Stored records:
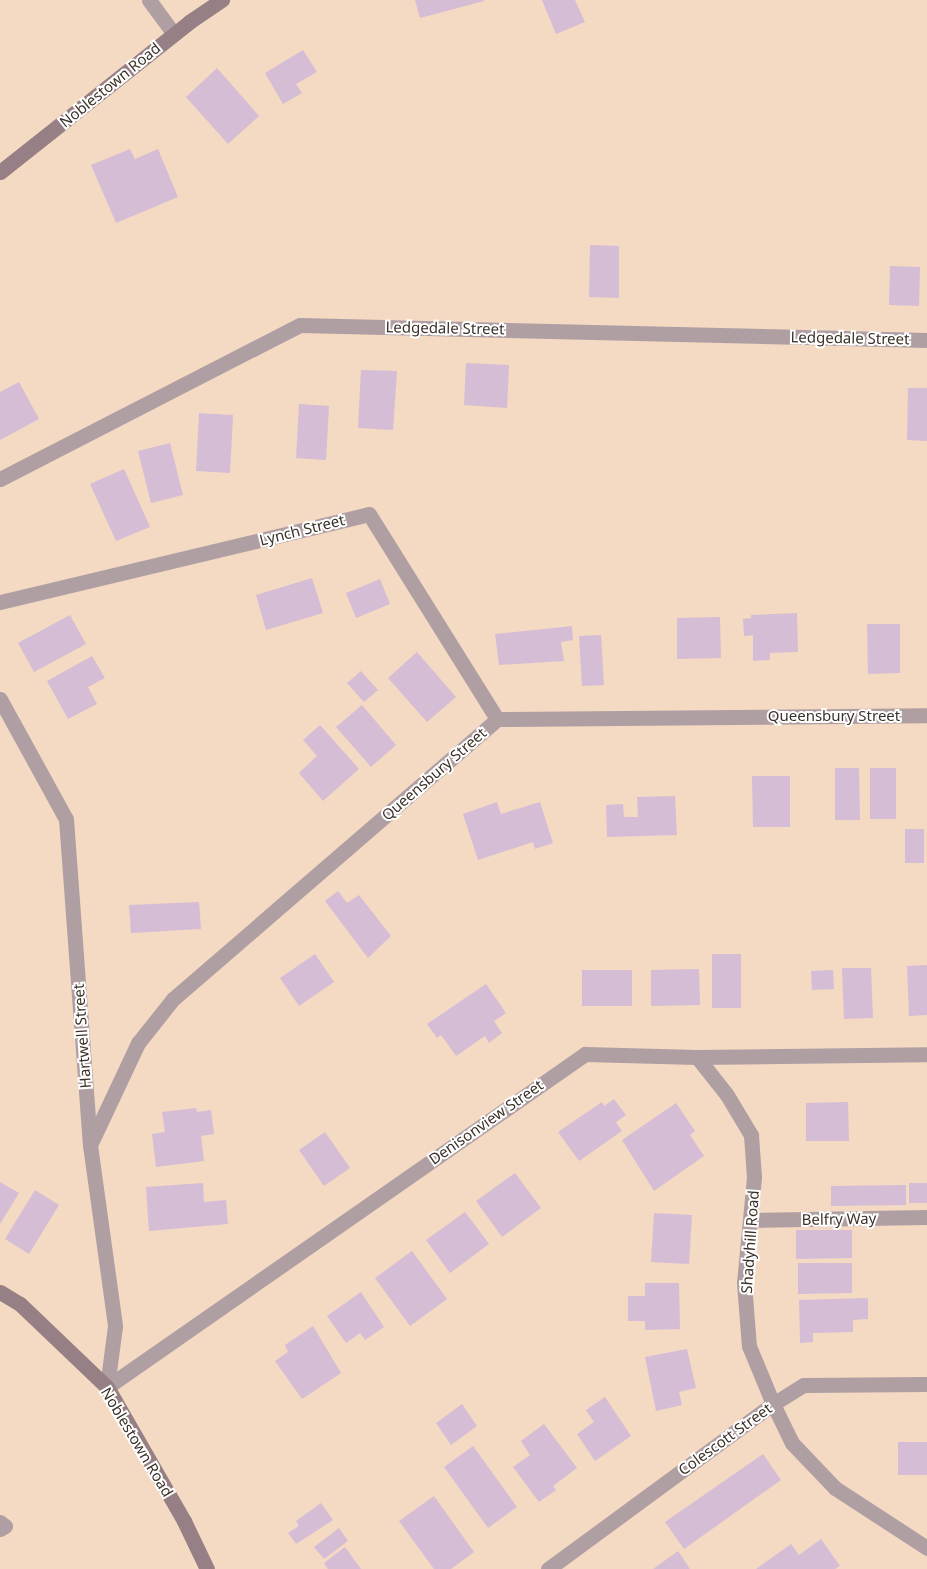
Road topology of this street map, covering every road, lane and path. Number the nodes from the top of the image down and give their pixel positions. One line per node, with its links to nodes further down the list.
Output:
1 (149, 0): 3 (street)
2 (222, 0): 3 (main road, Noblestown Road)
3 (174, 34): 4 (main road, Noblestown Road)
4 (0, 172)
5 (927, 340): 6 (street, Ledgedale Street)
6 (0, 479)
7 (0, 602): 10 (street, Lynch Street)
8 (0, 700): 13 (street, Hartwell Street)
9 (927, 716): 10 (street, Queensbury Street)
10 (497, 719): 13 (street, Queensbury Street)
11 (927, 1054): 12 (street, Denisonview Street)
12 (697, 1057): 15 (street, Shadyhill Road); 18 (street, Denisonview Street)
13 (90, 1145): 18 (street, Hartwell Street)
14 (927, 1218): 15 (street, Belfry Way)
15 (751, 1220): 19 (street, Shadyhill Road)
16 (0, 1292): 18 (main road, Noblestown Road)
17 (927, 1384): 19 (street, Colescott Street)
18 (107, 1387): 23 (main road, Noblestown Road)
19 (773, 1404): 22 (street, Shadyhill Road); 24 (street, Colescott Street)
20 (0, 1522): 21 (street)
21 (0, 1528)
22 (927, 1548)
23 (207, 1569)
24 (548, 1569)

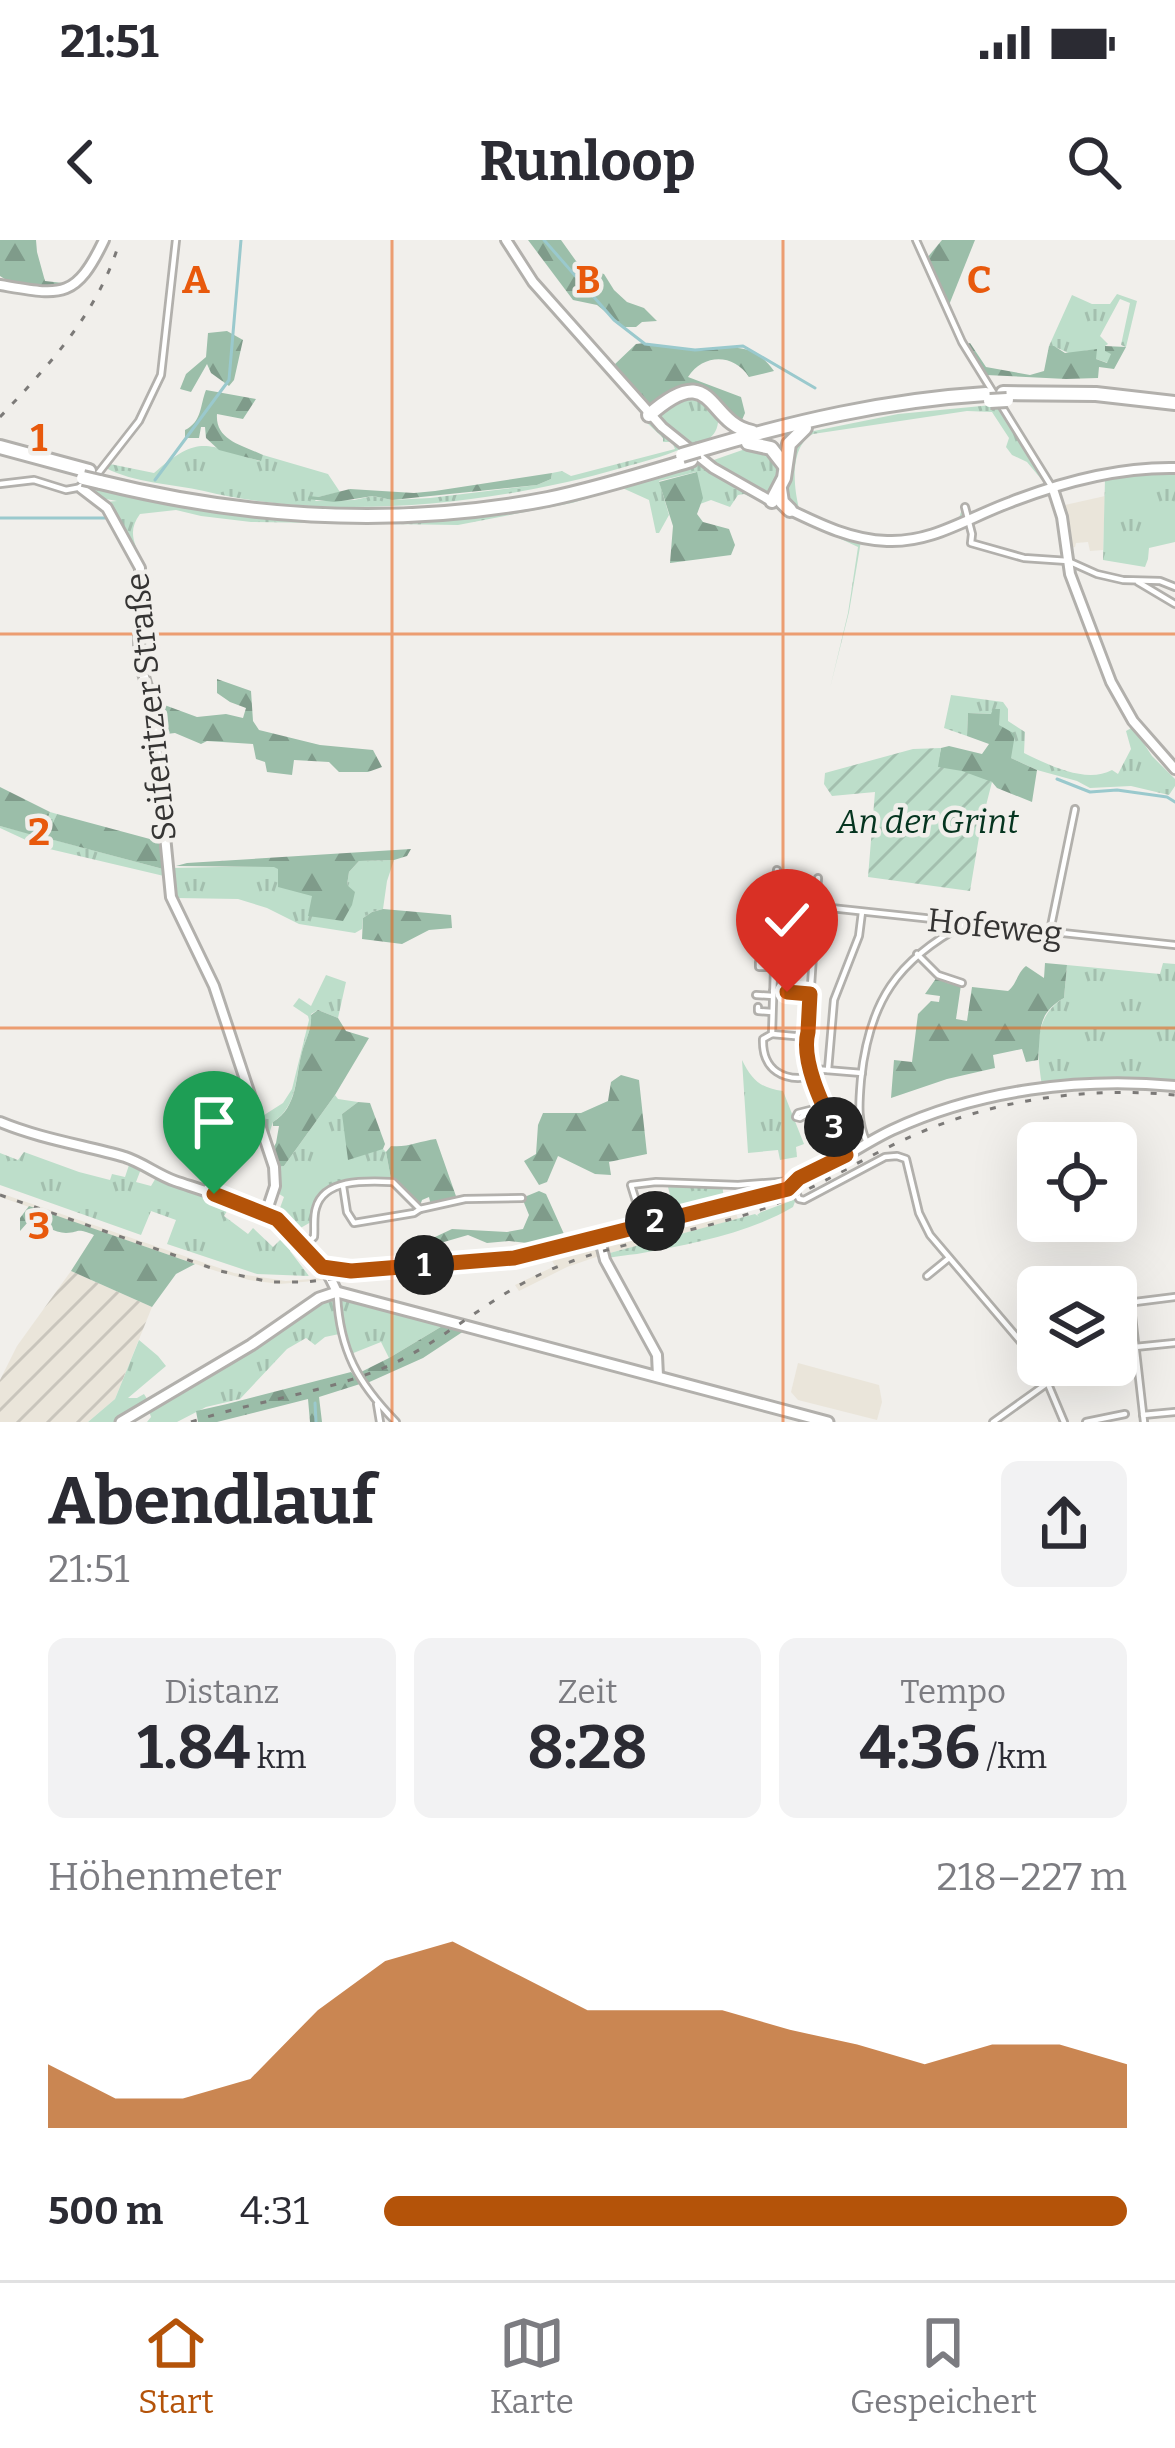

## Problem to solve
Each record is to be copied word for word, with no images carried over.

## Completed task
Road topology of this street map, covering every road, lane and path. Number the nodes from the top of the image down and give their pixel positions. One line per node, with its links to nodes further down the list.
Output:
1 (149, 0): 3 (street)
2 (222, 0): 3 (main road, Noblestown Road)
3 (174, 34): 4 (main road, Noblestown Road)
4 (0, 172)
5 (927, 340): 6 (street, Ledgedale Street)
6 (0, 479)
7 (0, 602): 10 (street, Lynch Street)
8 (0, 700): 13 (street, Hartwell Street)
9 (927, 716): 10 (street, Queensbury Street)
10 (497, 719): 13 (street, Queensbury Street)
11 (927, 1054): 12 (street, Denisonview Street)
12 (697, 1057): 15 (street, Shadyhill Road); 18 (street, Denisonview Street)
13 (90, 1145): 18 (street, Hartwell Street)
14 (927, 1218): 15 (street, Belfry Way)
15 (751, 1220): 19 (street, Shadyhill Road)
16 (0, 1292): 18 (main road, Noblestown Road)
17 (927, 1384): 19 (street, Colescott Street)
18 (107, 1387): 23 (main road, Noblestown Road)
19 (773, 1404): 22 (street, Shadyhill Road); 24 (street, Colescott Street)
20 (0, 1522): 21 (street)
21 (0, 1528)
22 (927, 1548)
23 (207, 1569)
24 (548, 1569)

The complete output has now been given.